Un hecho nuevo que quedará en la historia, son los “desaparecidos subsidios no reintegrables otorgados por parte del gobierno nacional a la Fundación Madres de Plaza de Mayo”, entidad sin fines de lucro, pseudo defensora de los derechos humanos presidida por un personaje que pidió meter presos a los directivos de las cuatro asociaciones agropecuarias. La misma que festejó cada atentado de la ETA. La que se deleitó públicamente cuando en la Torres Gemelas murieron 3.000 personas. La misma que cuando murió Juan Pablo II dijo que esperaba que se cocinara en el infierno. Es la misma ciudadana arribista, aprovechadora de la generosidad de la caja a la que nunca jamás, un fiscal llama a declarar, mientras en los medios cada día surge una nueva noticia sobre la aparición de cuentas bancarias en el exterior, un nuevo yate o un “reaparecido” avión que estaba escondido. Finalmente “desaparecieron” los registros de cheques rechazados en el Banco Central…

A la par ha “desaparecido la dignidad de gobernantes”, que traicionan a sus electores con su silencio sobre la esta conocida ingeniería montada para robarse todo y acumular más y más poder, sólo para seguir robando más y reunir más poder. Haciéndolo a sabiendas, ya que robar al Estado es un robo multiplicado por millones, porque se roba algo que es de todos. Del mismo modo ha “desaparecido” la dignidad de muchos ciudadanos argentinos, que callan por miedo y/ o son beneficiados, negando una realidad evidente. “Desapareció el derecho a la información confiable”, con medios comprados con propagandas oficiales, manipulando la información y haciendo ver un país que en realidad no existe. También han “desaparecido” los pocos atisbos de sistema distributivo de la riqueza, ya que los subsidios y créditos son otorgados solo a los amigos del poder.
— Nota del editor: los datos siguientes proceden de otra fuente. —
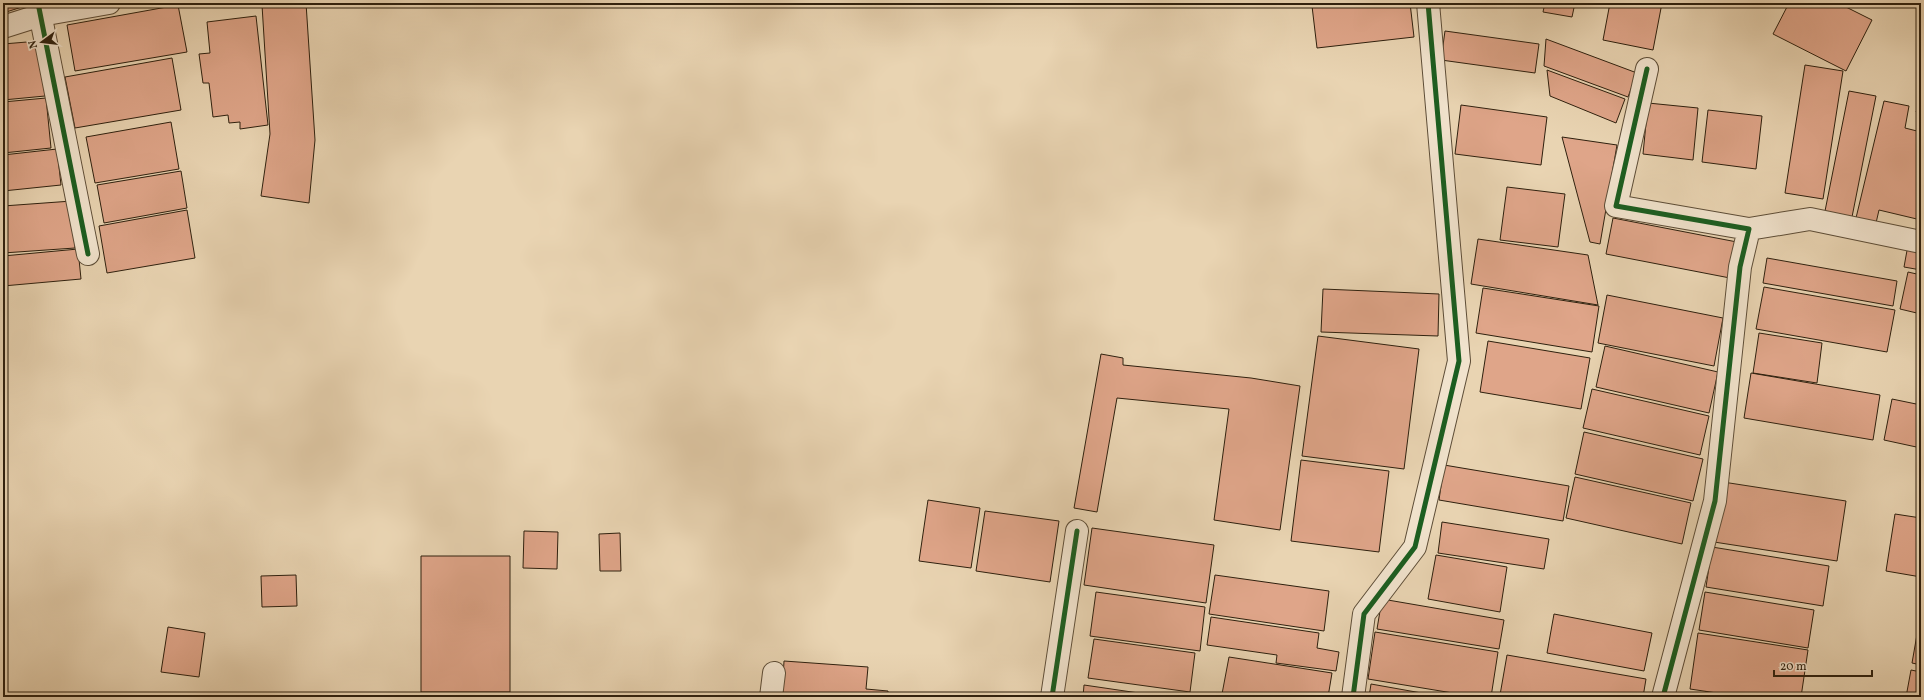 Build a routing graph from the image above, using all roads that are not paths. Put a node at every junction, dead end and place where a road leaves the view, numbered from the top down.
1 (109, 3) edge
2 (1428, 3) edge
3 (40, 9) edge
4 (3, 27) edge
5 (1647, 69) dead end
6 (1749, 229) junction
7 (1921, 242) edge
8 (88, 254) dead end
9 (1077, 531) dead end
10 (774, 673) dead end
11 (771, 697) edge
12 (1052, 697) edge
13 (1353, 697) edge
14 (1663, 697) edge

1 - 3 street
2 - 13 street
3 - 4 street
3 - 8 street
5 - 6 street
6 - 7 street
6 - 14 street
9 - 12 street
10 - 11 street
En el caso actual y específico de la publicitada desaparición del joven mapuche Maldonado se puede decir que para disolvernos y destruir nuestra conciencia identitaria hay dos operaciones: La de los supuestos originarios que sostienen que no son argentinos, que un pedazo de Argentina les pertenece, que los argentinos son usurpadores o genocidas, la misma se desarrolla desde un plano teórico y político practico apoyados por Inglaterra, el progresismo transnacional y políticos traidores locales como en este caso. La otra se sostiene solo teóricamente y afirma que Argentina no es una Nación sino una dependencia de un imperio extinguido, que nuestros próceres (especialmente San Martín) eran todos masones secesionistas y agentes de potencias extranjeras.

Ambas posiciones son netamente antipatrióticas, por eso debemos combatirlas. La Patria es sagrada y su territorio intangible.

Por último, y más preocupante ha “desaparecido” la visión de Unidad Nacional, pretendiendo enfrentar a unos con otros, agitando fantasmas del pasado que nada tienen que ver con la vocación argentina de disenso tolerante.